======== Input for this task
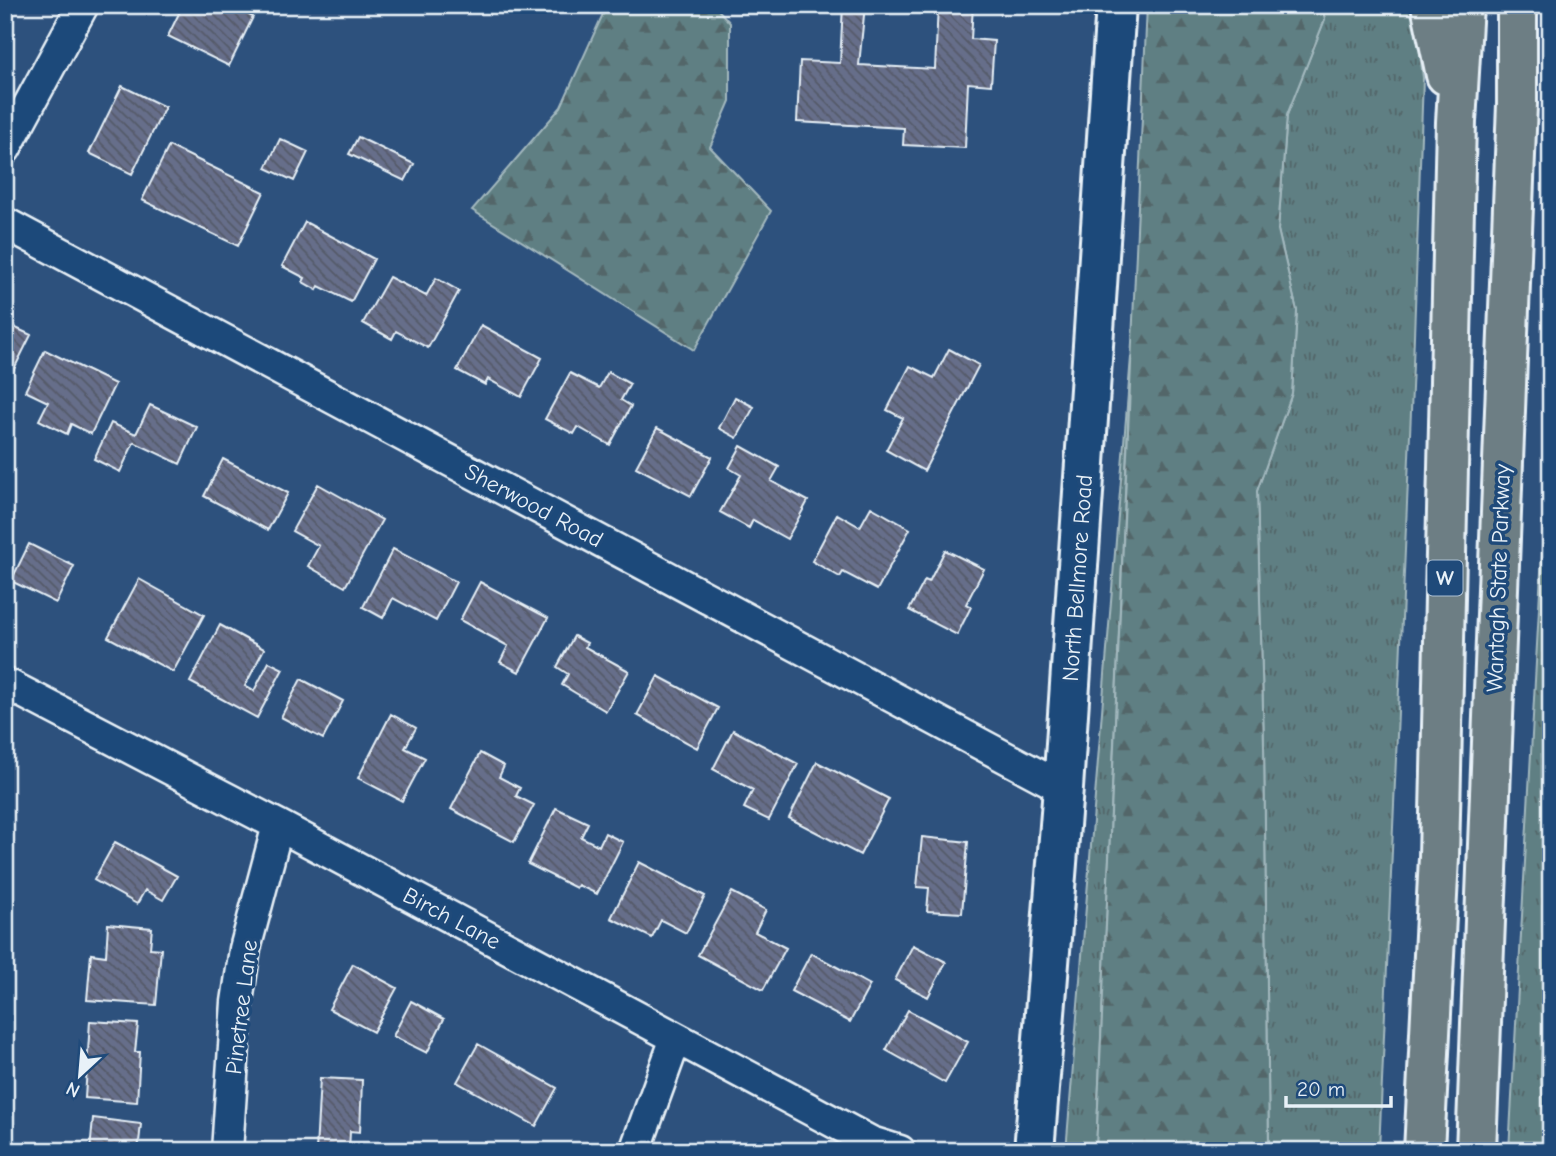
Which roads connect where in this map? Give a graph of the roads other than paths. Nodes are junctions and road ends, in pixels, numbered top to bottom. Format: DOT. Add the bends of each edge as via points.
graph roads {
  1 [pos="83,5"];
  2 [pos="1116,5"];
  3 [pos="1431,5"];
  4 [pos="1463,5"];
  5 [pos="1517,5"];
  6 [pos="1540,5"];
  7 [pos="1517,104"];
  8 [pos="1456,122"];
  9 [pos="5,149"];
  10 [pos="5,223"];
  11 [pos="5,683"];
  12 [pos="1063,788"];
  13 [pos="278,825"];
  14 [pos="676,1038"];
  15 [pos="227,1151"];
  16 [pos="635,1151"];
  17 [pos="900,1151"];
  18 [pos="1034,1151"];
  19 [pos="1424,1151"];
  20 [pos="1476,1151"];
  1 -- 9 [label="street"];
  2 -- 12 [label="street, North Bellmore Road"];
  3 -- 8 [label="highway"];
  4 -- 8 [label="highway, W"];
  5 -- 7 [label="highway, Wantagh State Parkway"];
  6 -- 7 [label="highway"];
  7 -- 20 [label="highway, Wantagh State Parkway"];
  8 -- 19 [label="highway, W" via="1439,857"];
  10 -- 12 [label="street, Sherwood Road"];
  11 -- 13 [label="street, Birch Lane"];
  12 -- 18 [label="street, North Bellmore Road"];
  13 -- 14 [label="street, Birch Lane"];
  13 -- 15 [label="street, Pinetree Lane" via="245,949"];
  14 -- 16 [label="street"];
  14 -- 17 [label="street, Birch Lane" via="871,1142"];
}
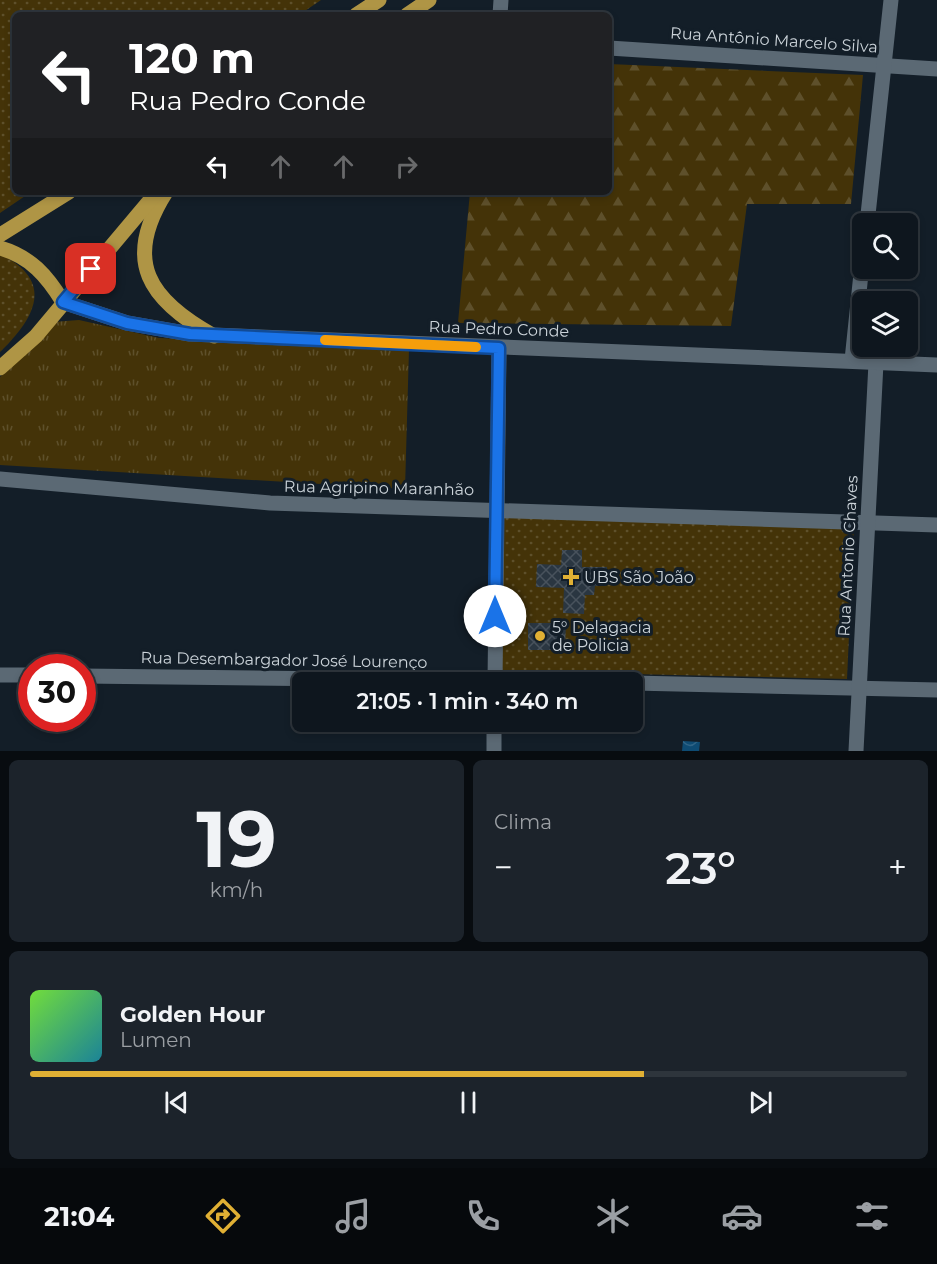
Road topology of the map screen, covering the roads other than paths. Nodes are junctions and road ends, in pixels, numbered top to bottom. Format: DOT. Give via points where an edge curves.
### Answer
graph roads {
  1 [pos="379,0"];
  2 [pos="429,0"];
  3 [pos="891,0"];
  4 [pos="361,12"];
  5 [pos="411,12"];
  6 [pos="612,48"];
  7 [pos="884,65"];
  8 [pos="937,69"];
  9 [pos="64,195"];
  10 [pos="154,195"];
  11 [pos="165,195"];
  12 [pos="868,213"];
  13 [pos="0,235"];
  14 [pos="0,248"];
  15 [pos="860,279"];
  16 [pos="63,302"];
  17 [pos="214,336"];
  18 [pos="499,348"];
  19 [pos="852,360"];
  20 [pos="876,363"];
  21 [pos="937,365"];
  22 [pos="0,368"];
  23 [pos="0,479"];
  24 [pos="496,509"];
  25 [pos="868,523"];
  26 [pos="937,525"];
  27 [pos="495,672"];
  28 [pos="0,675"];
  29 [pos="18,675"];
  30 [pos="96,676"];
  31 [pos="292,679"];
  32 [pos="643,683"];
  33 [pos="858,688"];
  34 [pos="937,690"];
  35 [pos="494,732"];
  36 [pos="494,751"];
  37 [pos="856,751"];
  1 -- 4 [label="main road"];
  2 -- 5 [label="main road"];
  3 -- 7 [label="street"];
  6 -- 7 [label="street, Rua Antônio Marcelo Silva"];
  7 -- 8 [label="street, Rua Antônio Marcelo Silva"];
  7 -- 12 [label="street"];
  9 -- 13 [label="main road"];
  10 -- 16 [label="main road"];
  11 -- 17 [label="main road" via="146,236 148,274 176,312"];
  14 -- 16 [label="main road" via="18,255 48,277"];
  15 -- 19 [label="street"];
  16 -- 17 [label="street, Rua Pedro Conde" via="127,323"];
  16 -- 22 [label="main road" via="36,336"];
  17 -- 18 [label="street, Rua Pedro Conde"];
  18 -- 19 [label="street, Rua Pedro Conde"];
  18 -- 24 [label="street"];
  19 -- 20 [label="street, Rua Pedro Conde"];
  20 -- 21 [label="street, Rua Pedro Conde"];
  20 -- 25 [label="street, Rua Antonio Chaves"];
  23 -- 24 [label="street, Rua Agripino Maranhão" via="270,503"];
  24 -- 25 [label="street, Rua Agripino Maranhão"];
  24 -- 27 [label="street"];
  25 -- 26 [label="street, Rua Agripino Maranhão"];
  25 -- 33 [label="street, Rua Antonio Chaves"];
  28 -- 29 [label="street"];
  30 -- 31 [label="street, Rua Desembargador José Lourenço"];
  32 -- 33 [label="street"];
  33 -- 34 [label="street"];
  33 -- 37 [label="street, Rua Antonio Chaves"];
  35 -- 36 [label="street"];
}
================
Exercise details:
Only the lines from the first line of the data above through the line with "Road topology of" should appear in the answer, retyped exactly, with every picture left out.

Solved problem:
Which roads connect where in this map? Give a graph of the roads other than paths. Nodes are junctions and road ends, in pixels, numbered top to bottom. Format: DOT. Add the bends of each edge as via points.
graph roads {
  1 [pos="83,5"];
  2 [pos="1116,5"];
  3 [pos="1431,5"];
  4 [pos="1463,5"];
  5 [pos="1517,5"];
  6 [pos="1540,5"];
  7 [pos="1517,104"];
  8 [pos="1456,122"];
  9 [pos="5,149"];
  10 [pos="5,223"];
  11 [pos="5,683"];
  12 [pos="1063,788"];
  13 [pos="278,825"];
  14 [pos="676,1038"];
  15 [pos="227,1151"];
  16 [pos="635,1151"];
  17 [pos="900,1151"];
  18 [pos="1034,1151"];
  19 [pos="1424,1151"];
  20 [pos="1476,1151"];
  1 -- 9 [label="street"];
  2 -- 12 [label="street, North Bellmore Road"];
  3 -- 8 [label="highway"];
  4 -- 8 [label="highway, W"];
  5 -- 7 [label="highway, Wantagh State Parkway"];
  6 -- 7 [label="highway"];
  7 -- 20 [label="highway, Wantagh State Parkway"];
  8 -- 19 [label="highway, W" via="1439,857"];
  10 -- 12 [label="street, Sherwood Road"];
  11 -- 13 [label="street, Birch Lane"];
  12 -- 18 [label="street, North Bellmore Road"];
  13 -- 14 [label="street, Birch Lane"];
  13 -- 15 [label="street, Pinetree Lane" via="245,949"];
  14 -- 16 [label="street"];
  14 -- 17 [label="street, Birch Lane" via="871,1142"];
}
Road topology of the map screen, covering the roads other than paths. Nodes are junctions and road ends, in pixels, numbered top to bottom. Format: DOT. Give via points where an edge curves.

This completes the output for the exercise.